[[ Task input, beginning ]]

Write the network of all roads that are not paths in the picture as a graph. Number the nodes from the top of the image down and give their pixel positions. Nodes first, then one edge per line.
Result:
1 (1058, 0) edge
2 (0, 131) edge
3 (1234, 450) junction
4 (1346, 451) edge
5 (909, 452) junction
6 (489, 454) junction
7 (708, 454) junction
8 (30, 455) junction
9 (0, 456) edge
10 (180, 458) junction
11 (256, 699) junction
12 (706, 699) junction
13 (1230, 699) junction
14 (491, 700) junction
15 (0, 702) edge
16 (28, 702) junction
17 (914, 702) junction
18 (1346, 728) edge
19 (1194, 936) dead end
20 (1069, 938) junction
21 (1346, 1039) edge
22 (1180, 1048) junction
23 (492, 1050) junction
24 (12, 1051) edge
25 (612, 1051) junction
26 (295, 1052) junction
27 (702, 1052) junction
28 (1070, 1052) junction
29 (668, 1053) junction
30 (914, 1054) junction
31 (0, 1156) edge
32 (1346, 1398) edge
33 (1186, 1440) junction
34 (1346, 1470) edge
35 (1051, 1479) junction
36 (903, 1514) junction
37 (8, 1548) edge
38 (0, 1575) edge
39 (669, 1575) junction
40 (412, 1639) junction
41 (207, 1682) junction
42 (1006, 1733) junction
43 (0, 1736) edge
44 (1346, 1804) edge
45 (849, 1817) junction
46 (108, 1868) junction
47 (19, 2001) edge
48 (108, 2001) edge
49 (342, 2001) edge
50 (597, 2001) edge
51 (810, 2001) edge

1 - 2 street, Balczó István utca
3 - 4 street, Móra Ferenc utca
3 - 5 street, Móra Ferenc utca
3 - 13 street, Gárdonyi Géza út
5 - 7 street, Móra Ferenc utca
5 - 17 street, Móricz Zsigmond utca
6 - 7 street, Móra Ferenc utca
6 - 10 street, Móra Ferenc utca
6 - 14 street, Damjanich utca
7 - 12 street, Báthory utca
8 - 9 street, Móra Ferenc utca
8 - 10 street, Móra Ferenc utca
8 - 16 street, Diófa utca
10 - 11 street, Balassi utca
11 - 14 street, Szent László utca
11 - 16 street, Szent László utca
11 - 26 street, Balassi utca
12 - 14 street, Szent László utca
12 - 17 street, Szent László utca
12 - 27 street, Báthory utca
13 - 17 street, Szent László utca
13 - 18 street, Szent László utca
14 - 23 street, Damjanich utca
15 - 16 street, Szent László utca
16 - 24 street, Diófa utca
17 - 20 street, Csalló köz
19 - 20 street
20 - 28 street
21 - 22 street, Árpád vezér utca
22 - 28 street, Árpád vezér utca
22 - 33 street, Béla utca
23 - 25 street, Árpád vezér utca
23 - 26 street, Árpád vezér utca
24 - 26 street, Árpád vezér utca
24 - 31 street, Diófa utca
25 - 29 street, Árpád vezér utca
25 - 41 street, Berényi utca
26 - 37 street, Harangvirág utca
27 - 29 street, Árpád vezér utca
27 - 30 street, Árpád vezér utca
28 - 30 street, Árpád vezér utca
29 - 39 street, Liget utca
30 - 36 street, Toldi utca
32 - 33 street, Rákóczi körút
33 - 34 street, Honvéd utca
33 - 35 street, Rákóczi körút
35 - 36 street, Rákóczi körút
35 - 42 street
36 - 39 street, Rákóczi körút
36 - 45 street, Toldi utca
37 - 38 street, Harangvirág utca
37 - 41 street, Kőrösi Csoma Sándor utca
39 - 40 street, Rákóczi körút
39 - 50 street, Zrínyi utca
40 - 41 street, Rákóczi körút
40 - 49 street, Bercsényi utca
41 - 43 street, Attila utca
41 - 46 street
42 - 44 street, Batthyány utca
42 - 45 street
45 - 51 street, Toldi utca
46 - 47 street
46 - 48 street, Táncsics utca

[[ Task input, end ]]

» Work instructions: In the listing above, each line with the word "Móra" is to be copied out.

» Task response:
3 - 4 street, Móra Ferenc utca
3 - 5 street, Móra Ferenc utca
5 - 7 street, Móra Ferenc utca
6 - 7 street, Móra Ferenc utca
6 - 10 street, Móra Ferenc utca
8 - 9 street, Móra Ferenc utca
8 - 10 street, Móra Ferenc utca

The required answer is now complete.